Но молитва не очень получилась. Сначала его одолевал сон. Видимо, от свежего и разреженного горного воздуха. Становился он на молитву, а глаза слипались, ничего поделать не мог. Потом начало одолевать неистребимое чувство голода, все время есть хотелось, даже во сне.
Выдержал он два месяца пустыни, снова спустился в суетливую долину нашей жизни и успокоился.
В монастыре, конечно, не так, но тоже есть свои сложности.
Во-первых, нужно практически забыть о келейной молитве, только служба в храме. Правда, богослужение очень продолжительное, безо всяких упущений, и тот, кто внимает ему, много почерпнет для себя.
Второе – это послушание. Работа с утра до ночи каждый день в основном с лопатой или топором. Если ты попал на коровник, то тебе, считай, повезло. Туда начальство из-за запаха не заходит и пастух о. Макарий очень добр.
Третье: ты должен навсегда изъять из своего оборота слова – «я хочу» (или «не хочу»), «я думаю» (или «считаю»). В обители думает и хочет только священноначалие, а ты должен беспрекословно выполнять все, что тебе приказано, не рассуждая и не оспаривая.
И еще: забудь о том, что ты каждый день будешь вести духовные беседы с просвещенными и многоопытными старцами. Старцев тогда в Печорах было много, но я видел их только в трапезной, или во время службы, или… в бане. Для них было выделено специальное банное время, от завтрака и до обеда, когда остальные послушники и монахи работали.
Поскольку у меня в иконописной график был свободный, то я отпрашивался у о. Зинона, шел в баню. Это было дивное зрелище. Сначала они сидели в облаках пены, как небожители, потом, завернувшись в простыни, будто римские философы, вели свои удивительные беседы о вечном. Я даже особо ничего у них не спрашивал, потому что их было интересно слушать просто так.
Кроме бани за два года я коротко беседовал с отцом Иоанном (Крестьянкиным) один раз, с отцом Адрианом (Кирсановым) и с отцом Серафимом (Розенбергом) тоже по разу. Значительно чаще общался со своим соседом архимандритом Феофаном (Малявкой), только потому, что приносил ему обед.
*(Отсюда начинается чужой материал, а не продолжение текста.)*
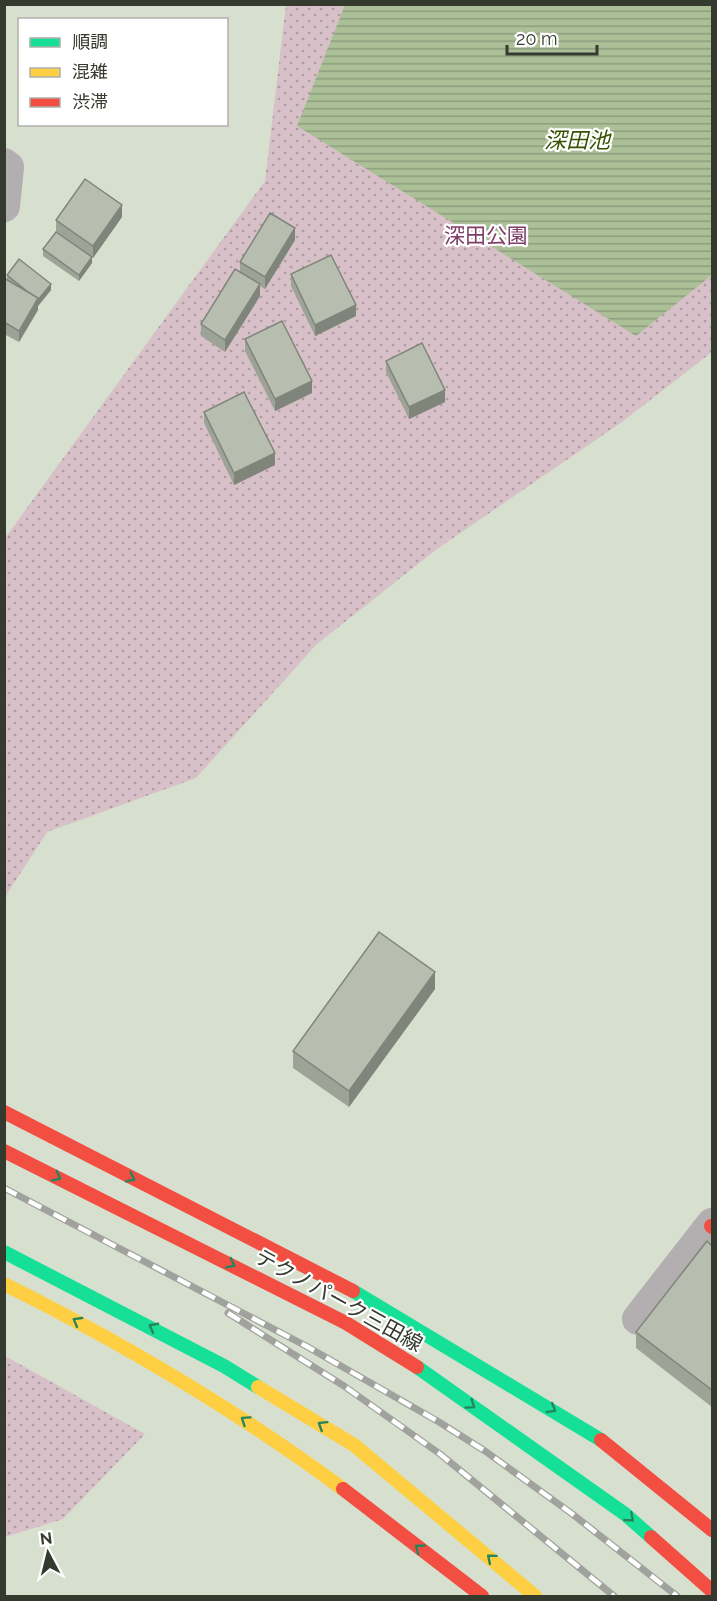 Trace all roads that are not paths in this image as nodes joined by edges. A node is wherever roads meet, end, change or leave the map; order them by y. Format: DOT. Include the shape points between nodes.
graph roads {
  1 [pos="4,164"];
  2 [pos="4,206"];
  3 [pos="4,1112"];
  4 [pos="4,1151"];
  5 [pos="712,1226"];
  6 [pos="4,1252"];
  7 [pos="4,1284"];
  8 [pos="638,1319"];
  9 [pos="395,1351"];
  10 [pos="469,1387"];
  11 [pos="354,1445"];
  12 [pos="430,1527"];
  13 [pos="712,1530"];
  14 [pos="476,1573"];
  15 [pos="712,1591"];
  16 [pos="482,1596"];
  17 [pos="499,1596"];
  18 [pos="535,1596"];
  1 -- 2 [label="street" via="8,167"];
  3 -- 13 [label="main road, one-way" via="328,1276 440,1341 598,1438"];
  4 -- 9 [label="main road, テクノパーク三田線, one-way"];
  5 -- 8 [label="street"];
  11 -- 6 [label="main road, one-way" via="224,1366"];
  16 -- 7 [label="main road, one-way" via="330,1479 218,1402 53,1307"];
  9 -- 10 [label="main road"];
  9 -- 15 [label="main road, テクノパーク三田線, one-way" via="625,1514"];
  11 -- 12 [label="main road"];
  18 -- 11 [label="main road, one-way"];
  14 -- 17 [label="main road"];
}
Но при этом я получил от них бесценный духовный опыт. Сам их образ действовал на душу молодого человека очень сильно: как они говорили, как служили, как относились друг к другу и к людям. Все это запечатлелось глубоко в сердце и осталось на всю жизнь.
Вот примерный распорядок дня, который был у меня в обители.
Подъем в 5.30. Бывший афонский монах о. Досифей проходит по братскому корпусу, звонит в колокольчик у каждой двери, громко читает молитву. Его должность называется просто – будильщик.
И тут же в чернильных сумерках вырисовываются черные фигуры монахов, спешащих в сторону пещерного Успенского храма на братский молебен у мощей преподобномученика Корнилия. Приходят все, кроме больных и совсем старых. За этим следят строго, например, одного иеродиакона исключили из обители за то, что он трижды подряд не пришел на молебен.
Вслед за молебном – полунощница, после чего работоспособные монахи расходятся по послушаниям. Мое послушание – клирос, поэтому я остаюсь петь в храме до конца литургии. Вместо завтрака – просфорка и горячая запивка.
Два раза в неделю о. Зинон служит в пещерах или в Лазаревском храме для немощных монахов. Тогда у нас подъем раньше – летом в 3.30, зимой в 4.30, поскольку о. Зинон перед литургией всегда служит утреню. Тогда на общую службу я не хожу.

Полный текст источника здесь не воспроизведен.